---------- Material supplied

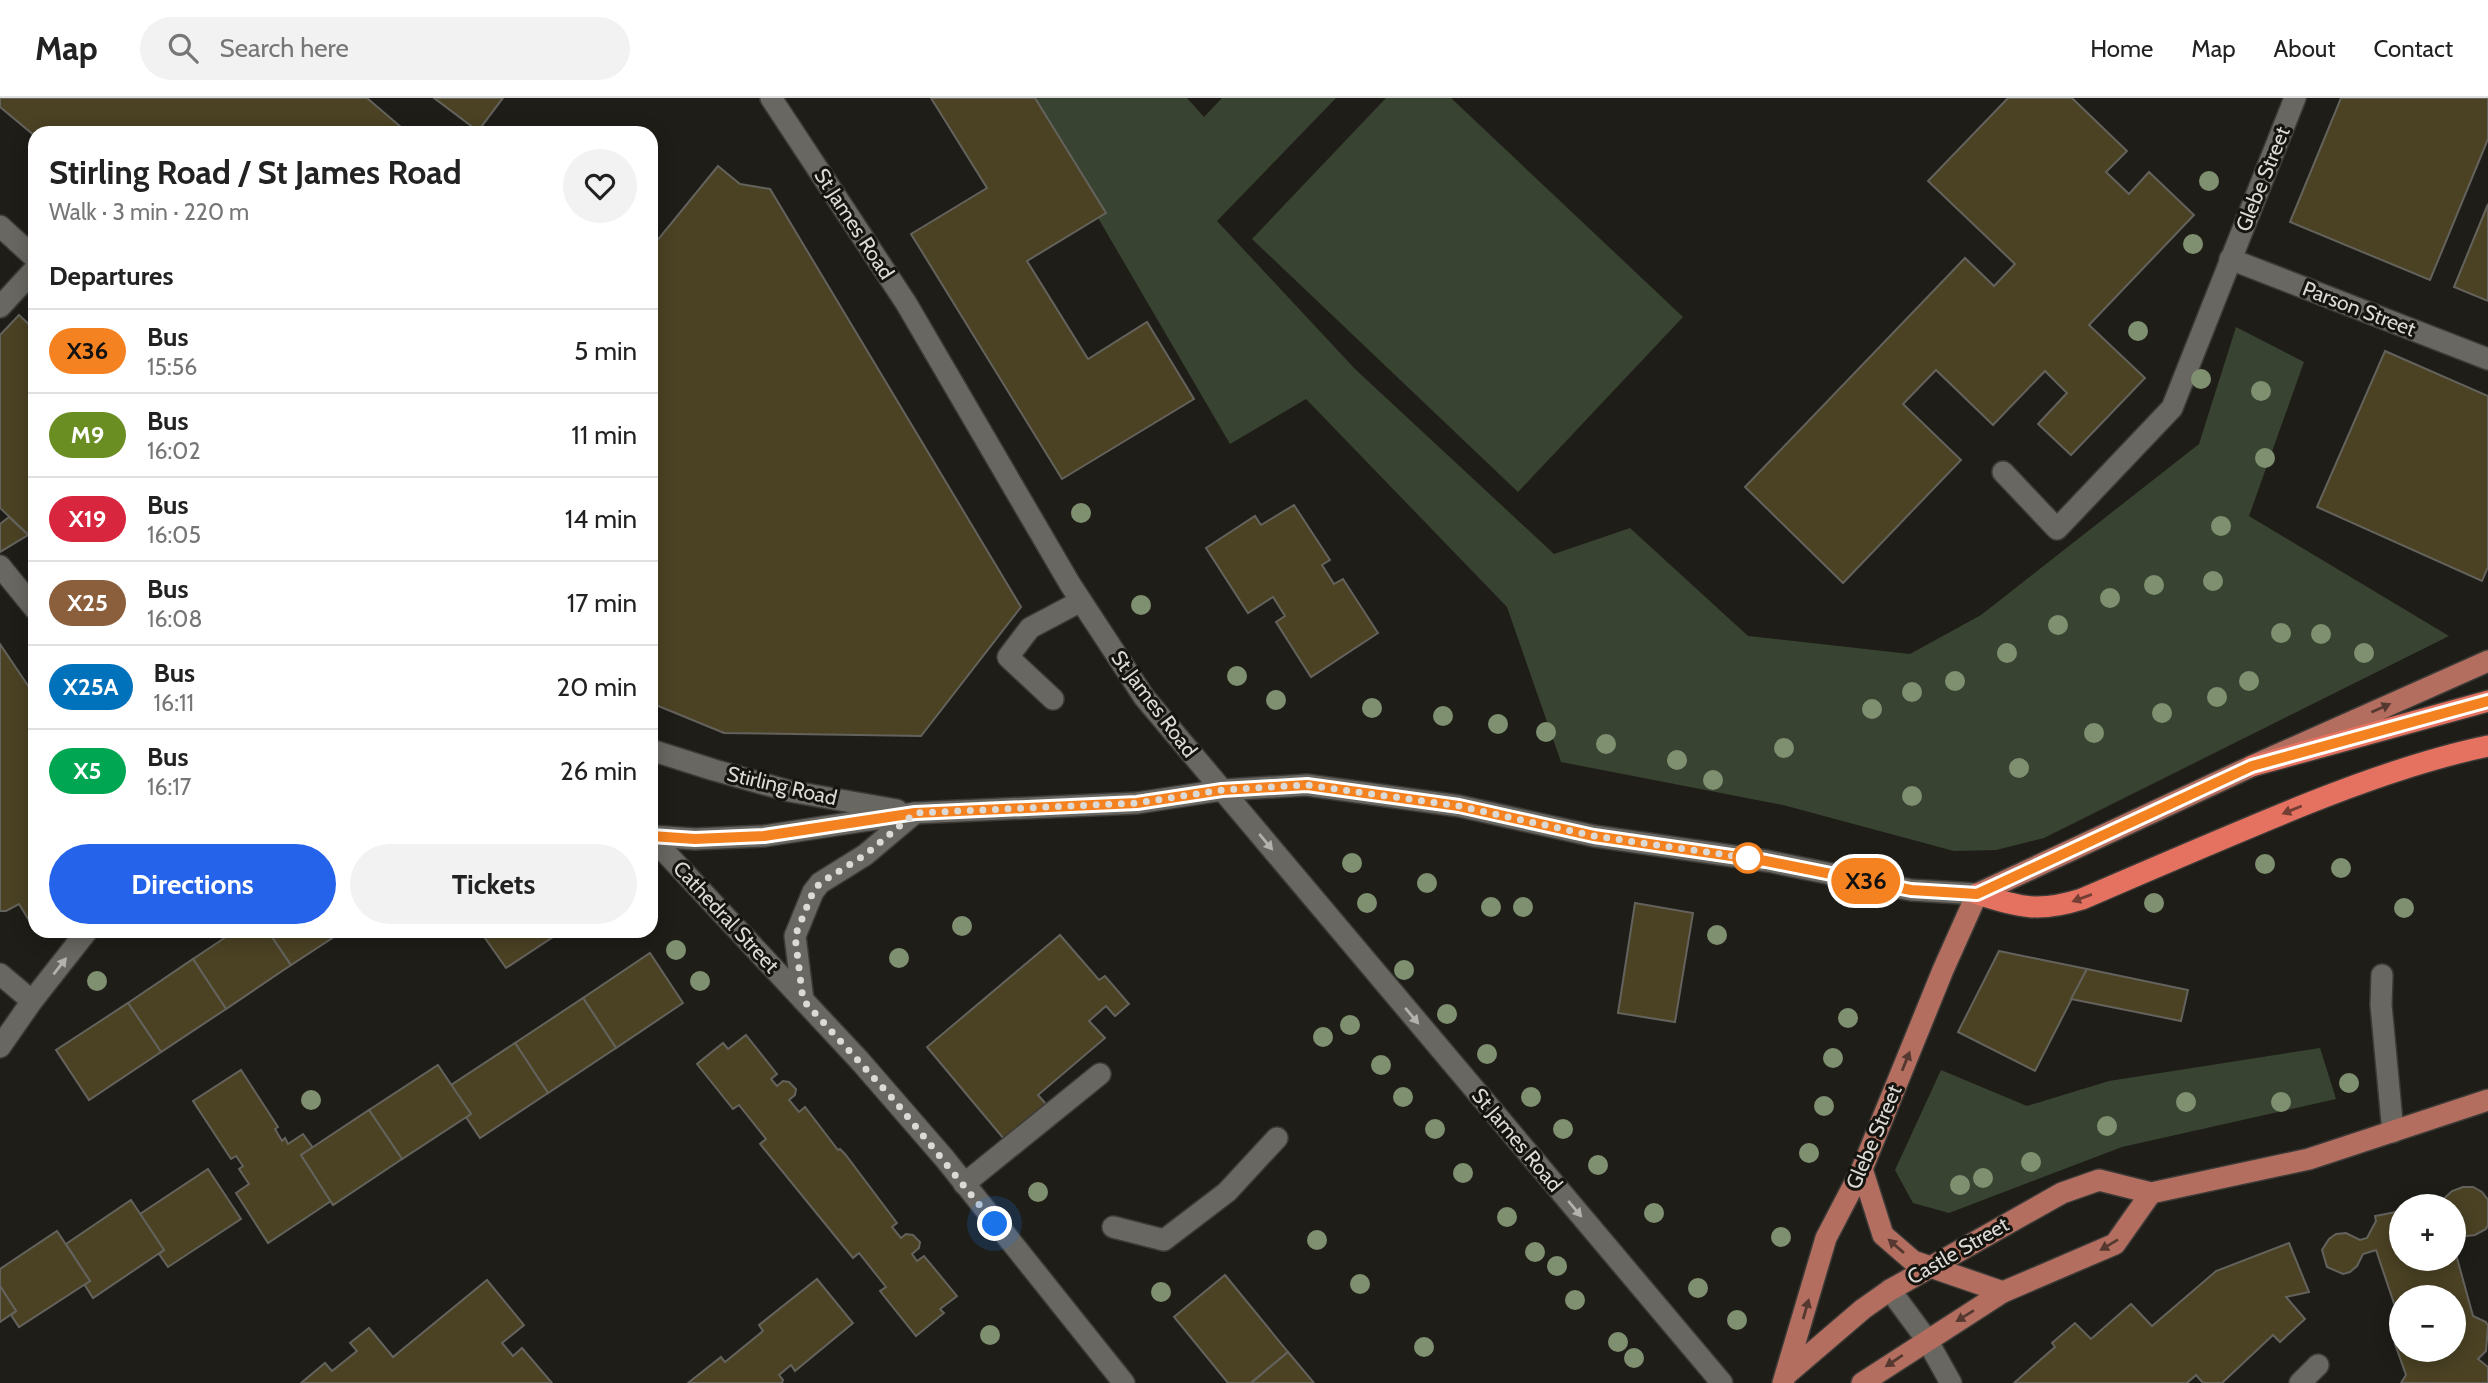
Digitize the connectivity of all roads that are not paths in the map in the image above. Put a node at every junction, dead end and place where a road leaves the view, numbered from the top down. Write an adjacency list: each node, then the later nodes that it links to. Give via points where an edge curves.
1 (771, 98): 12 (street, St James Road, via 906,303)
2 (2295, 98): 5 (street, Glebe Street)
3 (0, 226): 4 (street)
4 (28, 252)
5 (2230, 259): 8 (street, Parson Street); 9 (street, Glebe Street, via 2172,408 2057,529)
6 (28, 277): 7 (street)
7 (0, 307)
8 (2488, 359)
9 (2003, 472)
10 (0, 566): 11 (street)
11 (28, 600)
12 (1082, 601): 14 (street, via 1030,628 1008,657); 19 (street, St James Road, via 1144,697)
13 (2488, 661): 18 (main road, one-way to 13)
14 (1053, 699)
15 (2488, 701): 18 (highway)
16 (2488, 746): 23 (highway, one-way to 23, via 2355,785 2057,907 2033,909)
17 (658, 752): 20 (street, Stirling Road, via 789,791)
18 (2252, 766): 23 (main road)
19 (1222, 790): 20 (street, Stirling Road, via 1137,803); 23 (street, Stirling Road, via 1307,785 1459,806 1594,836 1766,861 1911,890); 45 (street, St James Road, one-way to 45)
20 (915, 813): 21 (street, Stirling Road, via 764,836); 27 (street, via 813,892 795,936)
21 (658, 837)
22 (658, 845): 27 (street, Cathedral Street)
23 (1977, 894): 34 (main road, Glebe Street, one-way to 23)
24 (82, 938): 28 (street, one-way to 24)
25 (0, 974): 28 (street)
26 (2382, 975): 32 (street)
27 (803, 1000): 35 (street, Cathedral Street)
28 (33, 1001): 29 (street)
29 (0, 1047)
30 (1100, 1074): 35 (street)
31 (2488, 1100): 32 (main road, Castle Street)
32 (2393, 1132): 36 (main road, Castle Street, via 2309,1159)
33 (1277, 1138): 37 (street, via 1227,1192 1164,1240)
34 (1862, 1169): 38 (main road, one-way to 34, via 1913,1261 1883,1235); 43 (main road, Glebe Street, one-way to 34, via 1826,1238)
35 (964, 1184): 44 (street, Cathedral Street)
36 (2151, 1193): 38 (main road, Castle Street, via 2099,1180 2062,1193); 40 (main road, one-way to 40, via 2115,1244)
37 (1113, 1227)
38 (1930, 1268): 39 (main road, Castle Street); 40 (main road)
39 (1890, 1290): 41 (street); 43 (main road, Castle Street)
40 (2003, 1292): 41 (main road, one-way to 41)
41 (1927, 1340): 46 (main road, one-way to 46); 47 (street)
42 (2318, 1365): 48 (street)
43 (1785, 1379)
44 (1124, 1383)
45 (1722, 1383)
46 (1862, 1383)
47 (1951, 1383)
48 (2300, 1383)

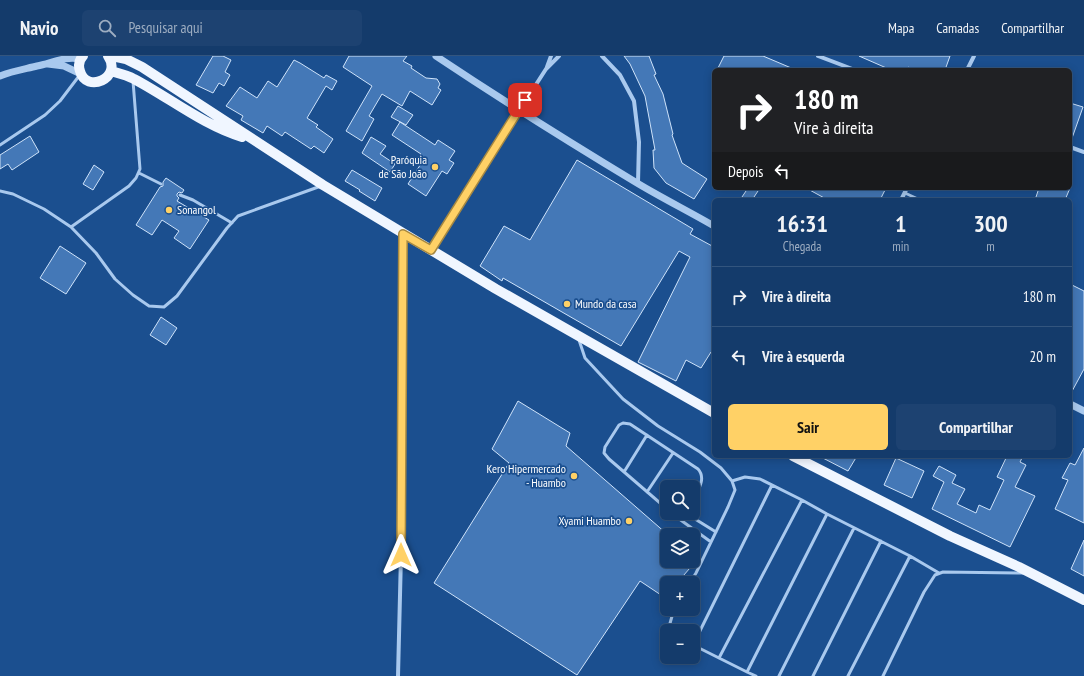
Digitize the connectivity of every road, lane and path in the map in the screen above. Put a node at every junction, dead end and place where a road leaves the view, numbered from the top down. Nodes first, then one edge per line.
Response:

--------------------

:: Assignment ::
Pictures should be left out when the records above are restated exactly.

:: Exercise answer ::
Digitize the connectivity of all roads that are not paths in the map in the image above. Put a node at every junction, dead end and place where a road leaves the view, numbered from the top down. Write an adjacency list: each node, then the later nodes that it links to. Give via points where an edge curves.
1 (771, 98): 12 (street, St James Road, via 906,303)
2 (2295, 98): 5 (street, Glebe Street)
3 (0, 226): 4 (street)
4 (28, 252)
5 (2230, 259): 8 (street, Parson Street); 9 (street, Glebe Street, via 2172,408 2057,529)
6 (28, 277): 7 (street)
7 (0, 307)
8 (2488, 359)
9 (2003, 472)
10 (0, 566): 11 (street)
11 (28, 600)
12 (1082, 601): 14 (street, via 1030,628 1008,657); 19 (street, St James Road, via 1144,697)
13 (2488, 661): 18 (main road, one-way to 13)
14 (1053, 699)
15 (2488, 701): 18 (highway)
16 (2488, 746): 23 (highway, one-way to 23, via 2355,785 2057,907 2033,909)
17 (658, 752): 20 (street, Stirling Road, via 789,791)
18 (2252, 766): 23 (main road)
19 (1222, 790): 20 (street, Stirling Road, via 1137,803); 23 (street, Stirling Road, via 1307,785 1459,806 1594,836 1766,861 1911,890); 45 (street, St James Road, one-way to 45)
20 (915, 813): 21 (street, Stirling Road, via 764,836); 27 (street, via 813,892 795,936)
21 (658, 837)
22 (658, 845): 27 (street, Cathedral Street)
23 (1977, 894): 34 (main road, Glebe Street, one-way to 23)
24 (82, 938): 28 (street, one-way to 24)
25 (0, 974): 28 (street)
26 (2382, 975): 32 (street)
27 (803, 1000): 35 (street, Cathedral Street)
28 (33, 1001): 29 (street)
29 (0, 1047)
30 (1100, 1074): 35 (street)
31 (2488, 1100): 32 (main road, Castle Street)
32 (2393, 1132): 36 (main road, Castle Street, via 2309,1159)
33 (1277, 1138): 37 (street, via 1227,1192 1164,1240)
34 (1862, 1169): 38 (main road, one-way to 34, via 1913,1261 1883,1235); 43 (main road, Glebe Street, one-way to 34, via 1826,1238)
35 (964, 1184): 44 (street, Cathedral Street)
36 (2151, 1193): 38 (main road, Castle Street, via 2099,1180 2062,1193); 40 (main road, one-way to 40, via 2115,1244)
37 (1113, 1227)
38 (1930, 1268): 39 (main road, Castle Street); 40 (main road)
39 (1890, 1290): 41 (street); 43 (main road, Castle Street)
40 (2003, 1292): 41 (main road, one-way to 41)
41 (1927, 1340): 46 (main road, one-way to 46); 47 (street)
42 (2318, 1365): 48 (street)
43 (1785, 1379)
44 (1124, 1383)
45 (1722, 1383)
46 (1862, 1383)
47 (1951, 1383)
48 (2300, 1383)

Digitize the connectivity of every road, lane and path in the map in the screen above. Put a node at every junction, dead end and place where a road leaves the view, numbered from the top down. Nodes first, then one edge per line.
Response:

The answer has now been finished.